Stippling- A very stylistic way of coloring something, stippling is basically using tiny or large dots to fill in a space. The amount of space between the dots changes the texture in a piece. Size of dots is usually dependent on how sharpened your pencil is.

Hatching- Hatching is basically coloring with a series of parallel lines. The evenness between lines generates texture and depth.

Cross-Hatching- Similar to hatching, this is technique is just drawing another series of parallel lines in the opposite direction to create a cross-like pattern. Great for texturing.

Back & Forth- The most common and self-explanatory technique. It just requires even back and forth motion, with controlled pressure. While it seems simple, this technique is often rushed and executed poorly.

Scumbling- Not to be confused with scribbling, this is achieved by executing even circular strokes being careful not to leave any stray white areas.

Thanks for taking your time as a blossoming artist to look at this guide. I hope you can take what you learned here and apply it to your own colored pencil art.

The colored pencil is not only your tool, it's your friend. Treat it right and it'll treat your art right in return.

This post has been edited one or more times, the last time was:
2014-09-13 23:02:01

little5 (2014-09-13 15:44:42)
This is a great guide, and it's very helpful for those who want to use colored pencils.

ToXiPhObE (2014-09-13 17:34:23)
"Stippling" more like lazy af
little5 (2014-09-13 19:48:26)
It takes a while to stipple a full drawing, jus' sayin'.
Mephistopheles (2014-09-13 19:58:17)
This was make with 2.1 million dots.

carlos11 (2014-09-18 13:49:39)
"When I'm not a lazy [removed] "

Damn foul mouthed eleven year olds these days.

This post has been edited one or more times, the last time was:
2015-09-02 23:04:09

Language is a tool for efficient communication.
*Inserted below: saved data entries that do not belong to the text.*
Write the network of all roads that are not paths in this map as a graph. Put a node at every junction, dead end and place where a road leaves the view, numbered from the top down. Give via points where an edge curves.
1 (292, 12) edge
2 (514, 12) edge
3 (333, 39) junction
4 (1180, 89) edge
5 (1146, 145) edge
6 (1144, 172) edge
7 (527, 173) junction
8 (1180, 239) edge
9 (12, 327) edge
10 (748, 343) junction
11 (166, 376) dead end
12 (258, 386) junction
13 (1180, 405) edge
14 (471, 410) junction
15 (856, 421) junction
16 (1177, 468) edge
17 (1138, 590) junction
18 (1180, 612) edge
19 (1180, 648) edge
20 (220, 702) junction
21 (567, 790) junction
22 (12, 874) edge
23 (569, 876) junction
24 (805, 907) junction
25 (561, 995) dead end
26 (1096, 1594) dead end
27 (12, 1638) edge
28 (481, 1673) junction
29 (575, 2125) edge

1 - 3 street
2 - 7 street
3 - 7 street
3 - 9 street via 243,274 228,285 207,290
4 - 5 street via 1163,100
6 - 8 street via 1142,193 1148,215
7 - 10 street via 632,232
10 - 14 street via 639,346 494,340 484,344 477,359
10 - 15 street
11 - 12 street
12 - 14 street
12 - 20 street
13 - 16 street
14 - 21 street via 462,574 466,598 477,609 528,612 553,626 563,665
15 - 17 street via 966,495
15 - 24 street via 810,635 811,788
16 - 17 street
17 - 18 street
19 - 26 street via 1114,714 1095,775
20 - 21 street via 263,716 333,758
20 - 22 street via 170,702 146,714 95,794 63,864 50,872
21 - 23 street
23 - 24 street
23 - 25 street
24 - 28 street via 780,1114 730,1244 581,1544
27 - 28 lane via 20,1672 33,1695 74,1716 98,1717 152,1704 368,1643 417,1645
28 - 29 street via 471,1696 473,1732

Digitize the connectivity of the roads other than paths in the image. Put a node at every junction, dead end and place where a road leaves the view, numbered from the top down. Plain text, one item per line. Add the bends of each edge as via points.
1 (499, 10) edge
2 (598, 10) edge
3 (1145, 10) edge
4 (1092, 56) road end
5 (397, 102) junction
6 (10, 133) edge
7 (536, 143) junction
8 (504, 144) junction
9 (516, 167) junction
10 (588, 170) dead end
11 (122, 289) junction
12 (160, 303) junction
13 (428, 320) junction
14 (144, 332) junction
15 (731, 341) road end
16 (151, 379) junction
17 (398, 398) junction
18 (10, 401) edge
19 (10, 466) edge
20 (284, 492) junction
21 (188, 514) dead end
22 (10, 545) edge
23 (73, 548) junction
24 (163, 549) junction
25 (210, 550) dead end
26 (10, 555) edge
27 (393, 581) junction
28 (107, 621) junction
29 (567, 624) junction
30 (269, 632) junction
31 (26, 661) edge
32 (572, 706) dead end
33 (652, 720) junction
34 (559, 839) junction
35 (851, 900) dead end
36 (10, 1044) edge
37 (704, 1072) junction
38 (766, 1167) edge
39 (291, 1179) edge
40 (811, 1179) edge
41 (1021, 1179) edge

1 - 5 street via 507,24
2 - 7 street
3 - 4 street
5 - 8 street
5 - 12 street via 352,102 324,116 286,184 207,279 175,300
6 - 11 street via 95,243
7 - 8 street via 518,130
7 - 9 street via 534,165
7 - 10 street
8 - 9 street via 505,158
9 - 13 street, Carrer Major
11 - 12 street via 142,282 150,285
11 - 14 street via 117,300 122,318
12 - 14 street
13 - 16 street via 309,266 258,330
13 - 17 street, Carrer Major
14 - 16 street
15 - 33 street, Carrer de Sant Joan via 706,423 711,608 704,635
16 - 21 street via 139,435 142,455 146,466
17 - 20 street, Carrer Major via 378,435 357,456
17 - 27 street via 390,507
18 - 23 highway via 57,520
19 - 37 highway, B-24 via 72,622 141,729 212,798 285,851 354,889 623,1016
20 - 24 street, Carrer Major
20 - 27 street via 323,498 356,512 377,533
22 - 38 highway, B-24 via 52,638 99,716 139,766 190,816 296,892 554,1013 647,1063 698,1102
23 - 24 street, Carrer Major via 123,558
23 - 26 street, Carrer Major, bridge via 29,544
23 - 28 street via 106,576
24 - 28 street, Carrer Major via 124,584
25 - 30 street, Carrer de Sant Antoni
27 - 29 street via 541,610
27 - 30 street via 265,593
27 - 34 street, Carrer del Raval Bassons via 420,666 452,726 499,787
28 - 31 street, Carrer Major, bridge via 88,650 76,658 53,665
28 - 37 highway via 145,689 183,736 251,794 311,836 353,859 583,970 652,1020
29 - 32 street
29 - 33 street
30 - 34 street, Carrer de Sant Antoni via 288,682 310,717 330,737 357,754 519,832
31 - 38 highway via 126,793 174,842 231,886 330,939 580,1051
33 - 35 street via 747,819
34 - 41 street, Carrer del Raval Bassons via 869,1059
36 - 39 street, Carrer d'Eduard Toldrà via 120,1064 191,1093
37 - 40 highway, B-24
The internet is a tool for fast communication. Do not defy both intents by posting incoherent writing.
carlos11 (2014-09-21 03:26:49)
[removed] is the most vulgar word there is. It's worse than the F-bomb. Sure, we can use it here, but you're a little girl. Don't call yourself a [removed] , you [removed]

This post has been edited one or more times, the last time was:
2015-09-02 23:04:18

Language is a tool for efficient communication. The internet is a tool for fast communication. Do not defy both intents by posting incoherent writing.
Nutsy (2014-10-01 04:03:35)
Prismacolor makes pretty good colored pencils. All of them show up on black paper, too.

I know this because my Art teacher likes to have us color on black paper because white is "too basic".

PhoenixDawn (2014-10-07 22:01:15)
I use pencil and paper.
Stone age.
FluxerCry (2015-01-29 03:41:23)
I have deemed myself incapable of using coloured pencils to any great effect. It may simply be that I'm bad with colour as a whole, as I also have zero talent in the world of paint or pastel.
Draught (2015-04-10 20:32:30)
Headphanie. ∞
AlexRose (2015-05-19 14:44:00)
this is very helpful and i looooooooove drawing

Naira (2015-07-12 15:09:14)
^^^ Agree.
Popstar20 (2016-02-18 16:56:37)
Thanks for creating this guide. It really helped me with a lot of my drawings/sketches.